#### Input data
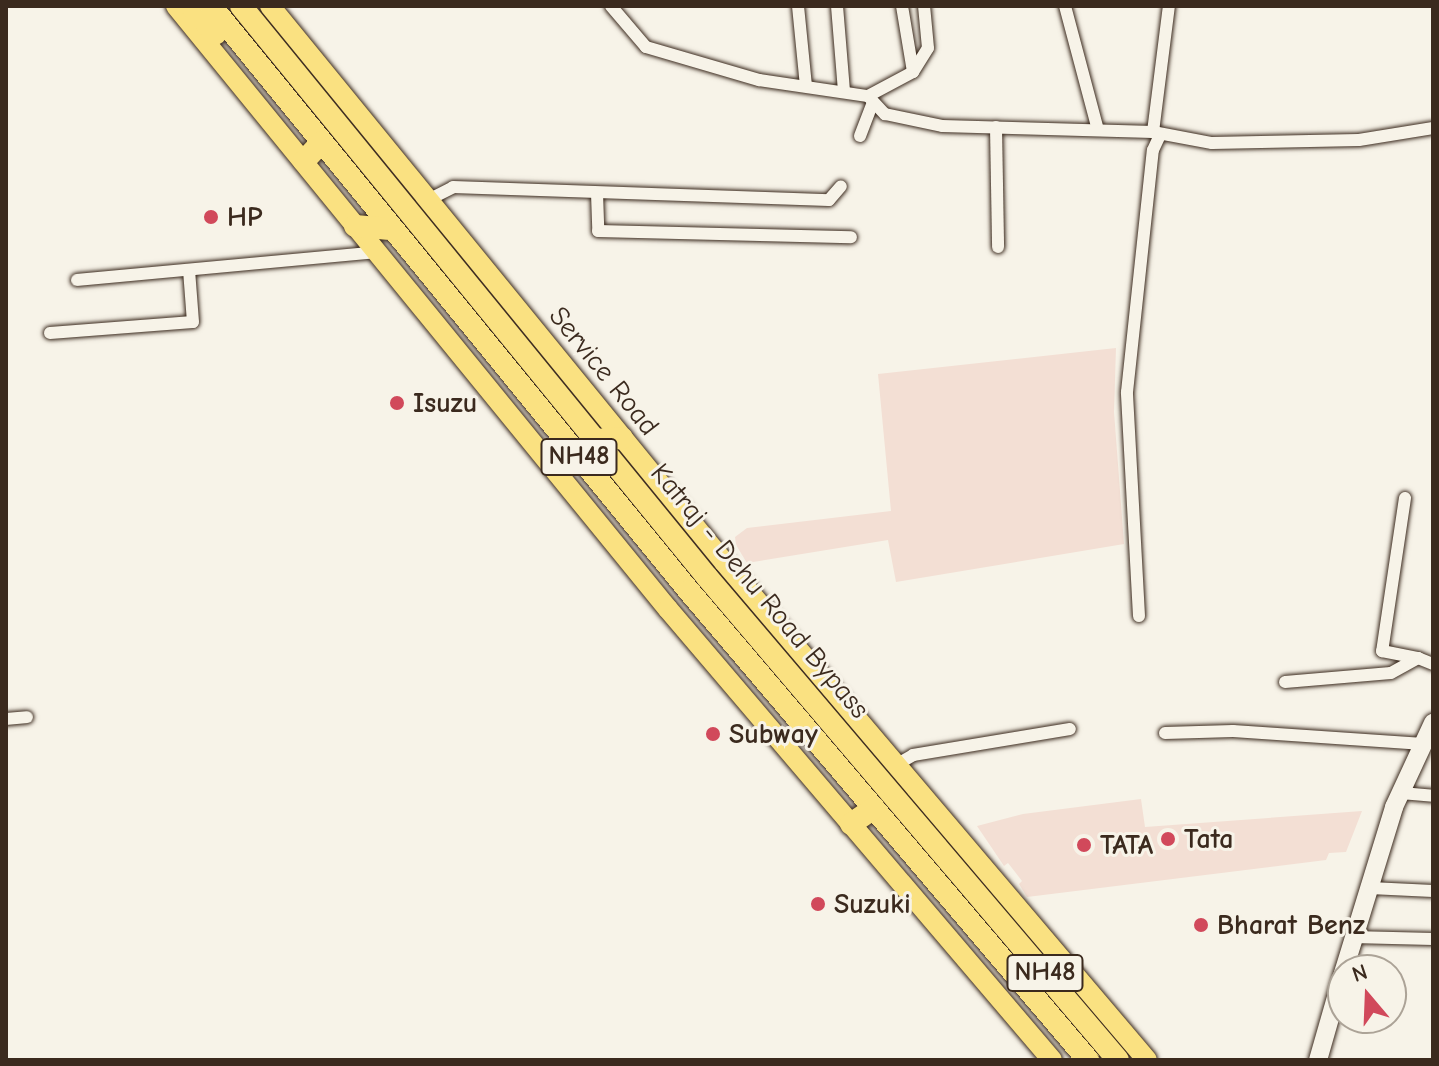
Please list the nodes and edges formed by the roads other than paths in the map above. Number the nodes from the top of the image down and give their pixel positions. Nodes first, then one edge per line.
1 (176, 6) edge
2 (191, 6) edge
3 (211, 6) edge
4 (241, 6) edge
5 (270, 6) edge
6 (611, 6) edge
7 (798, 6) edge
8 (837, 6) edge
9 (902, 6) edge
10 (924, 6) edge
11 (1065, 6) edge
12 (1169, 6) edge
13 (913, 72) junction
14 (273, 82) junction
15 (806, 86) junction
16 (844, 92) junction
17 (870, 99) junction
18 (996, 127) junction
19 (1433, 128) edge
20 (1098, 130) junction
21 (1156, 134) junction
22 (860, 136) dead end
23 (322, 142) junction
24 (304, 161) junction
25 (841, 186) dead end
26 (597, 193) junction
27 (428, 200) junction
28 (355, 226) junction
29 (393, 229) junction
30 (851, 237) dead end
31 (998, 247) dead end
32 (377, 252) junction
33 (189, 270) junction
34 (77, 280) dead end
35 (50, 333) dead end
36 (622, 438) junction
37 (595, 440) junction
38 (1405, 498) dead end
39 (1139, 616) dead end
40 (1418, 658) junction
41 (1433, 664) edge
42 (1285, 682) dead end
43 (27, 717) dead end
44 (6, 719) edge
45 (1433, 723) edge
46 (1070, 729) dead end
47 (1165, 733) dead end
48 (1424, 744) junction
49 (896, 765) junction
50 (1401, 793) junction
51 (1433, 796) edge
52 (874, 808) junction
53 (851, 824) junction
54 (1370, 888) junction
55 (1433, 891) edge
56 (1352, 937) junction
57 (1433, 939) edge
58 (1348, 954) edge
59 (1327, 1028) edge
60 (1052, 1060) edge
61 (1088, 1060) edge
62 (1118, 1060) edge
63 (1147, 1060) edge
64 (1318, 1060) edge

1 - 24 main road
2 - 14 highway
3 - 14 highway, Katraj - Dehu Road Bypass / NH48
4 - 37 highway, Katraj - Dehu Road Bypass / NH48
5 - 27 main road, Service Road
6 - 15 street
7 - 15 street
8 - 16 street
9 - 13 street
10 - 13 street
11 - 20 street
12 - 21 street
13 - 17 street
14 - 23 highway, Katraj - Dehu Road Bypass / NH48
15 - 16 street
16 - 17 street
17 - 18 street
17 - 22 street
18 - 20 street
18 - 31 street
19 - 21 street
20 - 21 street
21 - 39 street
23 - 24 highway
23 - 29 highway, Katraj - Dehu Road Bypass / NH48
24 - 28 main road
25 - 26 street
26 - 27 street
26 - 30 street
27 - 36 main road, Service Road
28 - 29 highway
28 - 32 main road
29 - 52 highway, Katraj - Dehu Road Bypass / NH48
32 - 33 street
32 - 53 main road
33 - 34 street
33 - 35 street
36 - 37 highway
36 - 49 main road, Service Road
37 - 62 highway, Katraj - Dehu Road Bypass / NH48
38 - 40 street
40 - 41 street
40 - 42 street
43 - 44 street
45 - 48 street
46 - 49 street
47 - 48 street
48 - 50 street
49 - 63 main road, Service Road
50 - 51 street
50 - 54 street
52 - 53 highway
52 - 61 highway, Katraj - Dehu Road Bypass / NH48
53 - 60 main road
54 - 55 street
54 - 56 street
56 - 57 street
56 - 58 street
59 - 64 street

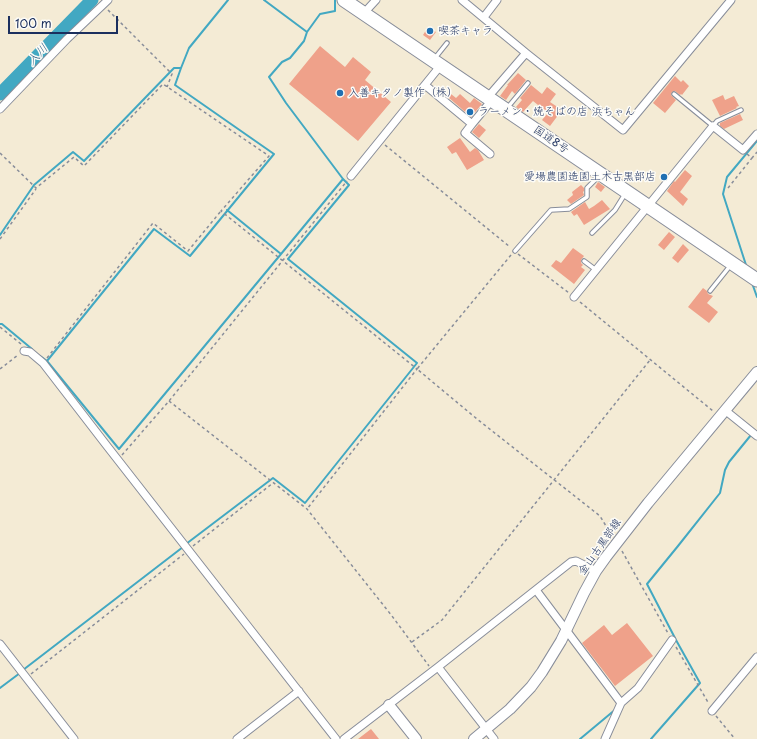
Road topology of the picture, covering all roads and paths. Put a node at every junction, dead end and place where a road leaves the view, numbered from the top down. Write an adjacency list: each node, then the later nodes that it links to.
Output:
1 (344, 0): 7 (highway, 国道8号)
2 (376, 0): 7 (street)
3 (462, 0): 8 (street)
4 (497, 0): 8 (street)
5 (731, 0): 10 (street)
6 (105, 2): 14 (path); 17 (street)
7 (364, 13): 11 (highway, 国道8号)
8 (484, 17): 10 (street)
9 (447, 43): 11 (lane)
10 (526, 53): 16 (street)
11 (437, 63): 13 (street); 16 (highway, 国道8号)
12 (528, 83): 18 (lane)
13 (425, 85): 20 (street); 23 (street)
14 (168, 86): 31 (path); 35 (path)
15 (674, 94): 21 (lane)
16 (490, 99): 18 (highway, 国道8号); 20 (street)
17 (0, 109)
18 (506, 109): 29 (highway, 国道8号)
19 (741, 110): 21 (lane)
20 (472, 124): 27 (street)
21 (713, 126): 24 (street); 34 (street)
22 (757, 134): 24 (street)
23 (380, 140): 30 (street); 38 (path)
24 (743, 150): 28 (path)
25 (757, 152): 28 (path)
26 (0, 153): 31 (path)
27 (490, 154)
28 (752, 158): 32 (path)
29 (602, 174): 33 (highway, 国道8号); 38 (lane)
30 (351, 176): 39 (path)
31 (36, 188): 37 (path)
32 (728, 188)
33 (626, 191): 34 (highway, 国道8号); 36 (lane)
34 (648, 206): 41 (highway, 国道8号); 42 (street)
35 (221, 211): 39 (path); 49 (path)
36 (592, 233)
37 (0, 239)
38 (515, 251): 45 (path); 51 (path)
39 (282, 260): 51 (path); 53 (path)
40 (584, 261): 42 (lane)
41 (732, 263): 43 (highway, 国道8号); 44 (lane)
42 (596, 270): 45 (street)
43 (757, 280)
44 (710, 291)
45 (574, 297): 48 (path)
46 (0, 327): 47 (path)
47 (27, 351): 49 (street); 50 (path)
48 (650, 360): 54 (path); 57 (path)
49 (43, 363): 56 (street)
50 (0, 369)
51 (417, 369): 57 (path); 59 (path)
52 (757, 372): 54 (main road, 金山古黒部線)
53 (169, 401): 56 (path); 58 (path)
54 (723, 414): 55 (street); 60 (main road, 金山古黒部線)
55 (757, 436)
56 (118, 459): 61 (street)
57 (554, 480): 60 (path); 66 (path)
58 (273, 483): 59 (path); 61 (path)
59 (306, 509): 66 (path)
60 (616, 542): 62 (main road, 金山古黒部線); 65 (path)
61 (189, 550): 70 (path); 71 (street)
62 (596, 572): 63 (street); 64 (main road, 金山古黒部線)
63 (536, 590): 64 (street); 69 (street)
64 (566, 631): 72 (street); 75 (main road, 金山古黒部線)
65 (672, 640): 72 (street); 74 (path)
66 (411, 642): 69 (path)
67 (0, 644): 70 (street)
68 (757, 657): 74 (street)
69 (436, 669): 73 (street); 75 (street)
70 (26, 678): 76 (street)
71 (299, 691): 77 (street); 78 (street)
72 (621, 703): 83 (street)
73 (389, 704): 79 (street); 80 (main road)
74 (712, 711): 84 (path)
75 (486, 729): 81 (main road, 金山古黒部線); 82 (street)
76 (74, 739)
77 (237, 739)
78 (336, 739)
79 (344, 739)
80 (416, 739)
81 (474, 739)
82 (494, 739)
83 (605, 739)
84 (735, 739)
########
## Task
Copy every record exactly, dropping the images.

## Response for this exercise
Please list the nodes and edges formed by the roads other than paths in the map above. Number the nodes from the top of the image down and give their pixel positions. Nodes first, then one edge per line.
1 (176, 6) edge
2 (191, 6) edge
3 (211, 6) edge
4 (241, 6) edge
5 (270, 6) edge
6 (611, 6) edge
7 (798, 6) edge
8 (837, 6) edge
9 (902, 6) edge
10 (924, 6) edge
11 (1065, 6) edge
12 (1169, 6) edge
13 (913, 72) junction
14 (273, 82) junction
15 (806, 86) junction
16 (844, 92) junction
17 (870, 99) junction
18 (996, 127) junction
19 (1433, 128) edge
20 (1098, 130) junction
21 (1156, 134) junction
22 (860, 136) dead end
23 (322, 142) junction
24 (304, 161) junction
25 (841, 186) dead end
26 (597, 193) junction
27 (428, 200) junction
28 (355, 226) junction
29 (393, 229) junction
30 (851, 237) dead end
31 (998, 247) dead end
32 (377, 252) junction
33 (189, 270) junction
34 (77, 280) dead end
35 (50, 333) dead end
36 (622, 438) junction
37 (595, 440) junction
38 (1405, 498) dead end
39 (1139, 616) dead end
40 (1418, 658) junction
41 (1433, 664) edge
42 (1285, 682) dead end
43 (27, 717) dead end
44 (6, 719) edge
45 (1433, 723) edge
46 (1070, 729) dead end
47 (1165, 733) dead end
48 (1424, 744) junction
49 (896, 765) junction
50 (1401, 793) junction
51 (1433, 796) edge
52 (874, 808) junction
53 (851, 824) junction
54 (1370, 888) junction
55 (1433, 891) edge
56 (1352, 937) junction
57 (1433, 939) edge
58 (1348, 954) edge
59 (1327, 1028) edge
60 (1052, 1060) edge
61 (1088, 1060) edge
62 (1118, 1060) edge
63 (1147, 1060) edge
64 (1318, 1060) edge

1 - 24 main road
2 - 14 highway
3 - 14 highway, Katraj - Dehu Road Bypass / NH48
4 - 37 highway, Katraj - Dehu Road Bypass / NH48
5 - 27 main road, Service Road
6 - 15 street
7 - 15 street
8 - 16 street
9 - 13 street
10 - 13 street
11 - 20 street
12 - 21 street
13 - 17 street
14 - 23 highway, Katraj - Dehu Road Bypass / NH48
15 - 16 street
16 - 17 street
17 - 18 street
17 - 22 street
18 - 20 street
18 - 31 street
19 - 21 street
20 - 21 street
21 - 39 street
23 - 24 highway
23 - 29 highway, Katraj - Dehu Road Bypass / NH48
24 - 28 main road
25 - 26 street
26 - 27 street
26 - 30 street
27 - 36 main road, Service Road
28 - 29 highway
28 - 32 main road
29 - 52 highway, Katraj - Dehu Road Bypass / NH48
32 - 33 street
32 - 53 main road
33 - 34 street
33 - 35 street
36 - 37 highway
36 - 49 main road, Service Road
37 - 62 highway, Katraj - Dehu Road Bypass / NH48
38 - 40 street
40 - 41 street
40 - 42 street
43 - 44 street
45 - 48 street
46 - 49 street
47 - 48 street
48 - 50 street
49 - 63 main road, Service Road
50 - 51 street
50 - 54 street
52 - 53 highway
52 - 61 highway, Katraj - Dehu Road Bypass / NH48
53 - 60 main road
54 - 55 street
54 - 56 street
56 - 57 street
56 - 58 street
59 - 64 street

Road topology of the picture, covering all roads and paths. Put a node at every junction, dead end and place where a road leaves the view, numbered from the top down. Write an adjacency list: each node, then the later nodes that it links to.
Output:
1 (344, 0): 7 (highway, 国道8号)
2 (376, 0): 7 (street)
3 (462, 0): 8 (street)
4 (497, 0): 8 (street)
5 (731, 0): 10 (street)
6 (105, 2): 14 (path); 17 (street)
7 (364, 13): 11 (highway, 国道8号)
8 (484, 17): 10 (street)
9 (447, 43): 11 (lane)
10 (526, 53): 16 (street)
11 (437, 63): 13 (street); 16 (highway, 国道8号)
12 (528, 83): 18 (lane)
13 (425, 85): 20 (street); 23 (street)
14 (168, 86): 31 (path); 35 (path)
15 (674, 94): 21 (lane)
16 (490, 99): 18 (highway, 国道8号); 20 (street)
17 (0, 109)
18 (506, 109): 29 (highway, 国道8号)
19 (741, 110): 21 (lane)
20 (472, 124): 27 (street)
21 (713, 126): 24 (street); 34 (street)
22 (757, 134): 24 (street)
23 (380, 140): 30 (street); 38 (path)
24 (743, 150): 28 (path)
25 (757, 152): 28 (path)
26 (0, 153): 31 (path)
27 (490, 154)
28 (752, 158): 32 (path)
29 (602, 174): 33 (highway, 国道8号); 38 (lane)
30 (351, 176): 39 (path)
31 (36, 188): 37 (path)
32 (728, 188)
33 (626, 191): 34 (highway, 国道8号); 36 (lane)
34 (648, 206): 41 (highway, 国道8号); 42 (street)
35 (221, 211): 39 (path); 49 (path)
36 (592, 233)
37 (0, 239)
38 (515, 251): 45 (path); 51 (path)
39 (282, 260): 51 (path); 53 (path)
40 (584, 261): 42 (lane)
41 (732, 263): 43 (highway, 国道8号); 44 (lane)
42 (596, 270): 45 (street)
43 (757, 280)
44 (710, 291)
45 (574, 297): 48 (path)
46 (0, 327): 47 (path)
47 (27, 351): 49 (street); 50 (path)
48 (650, 360): 54 (path); 57 (path)
49 (43, 363): 56 (street)
50 (0, 369)
51 (417, 369): 57 (path); 59 (path)
52 (757, 372): 54 (main road, 金山古黒部線)
53 (169, 401): 56 (path); 58 (path)
54 (723, 414): 55 (street); 60 (main road, 金山古黒部線)
55 (757, 436)
56 (118, 459): 61 (street)
57 (554, 480): 60 (path); 66 (path)
58 (273, 483): 59 (path); 61 (path)
59 (306, 509): 66 (path)
60 (616, 542): 62 (main road, 金山古黒部線); 65 (path)
61 (189, 550): 70 (path); 71 (street)
62 (596, 572): 63 (street); 64 (main road, 金山古黒部線)
63 (536, 590): 64 (street); 69 (street)
64 (566, 631): 72 (street); 75 (main road, 金山古黒部線)
65 (672, 640): 72 (street); 74 (path)
66 (411, 642): 69 (path)
67 (0, 644): 70 (street)
68 (757, 657): 74 (street)
69 (436, 669): 73 (street); 75 (street)
70 (26, 678): 76 (street)
71 (299, 691): 77 (street); 78 (street)
72 (621, 703): 83 (street)
73 (389, 704): 79 (street); 80 (main road)
74 (712, 711): 84 (path)
75 (486, 729): 81 (main road, 金山古黒部線); 82 (street)
76 (74, 739)
77 (237, 739)
78 (336, 739)
79 (344, 739)
80 (416, 739)
81 (474, 739)
82 (494, 739)
83 (605, 739)
84 (735, 739)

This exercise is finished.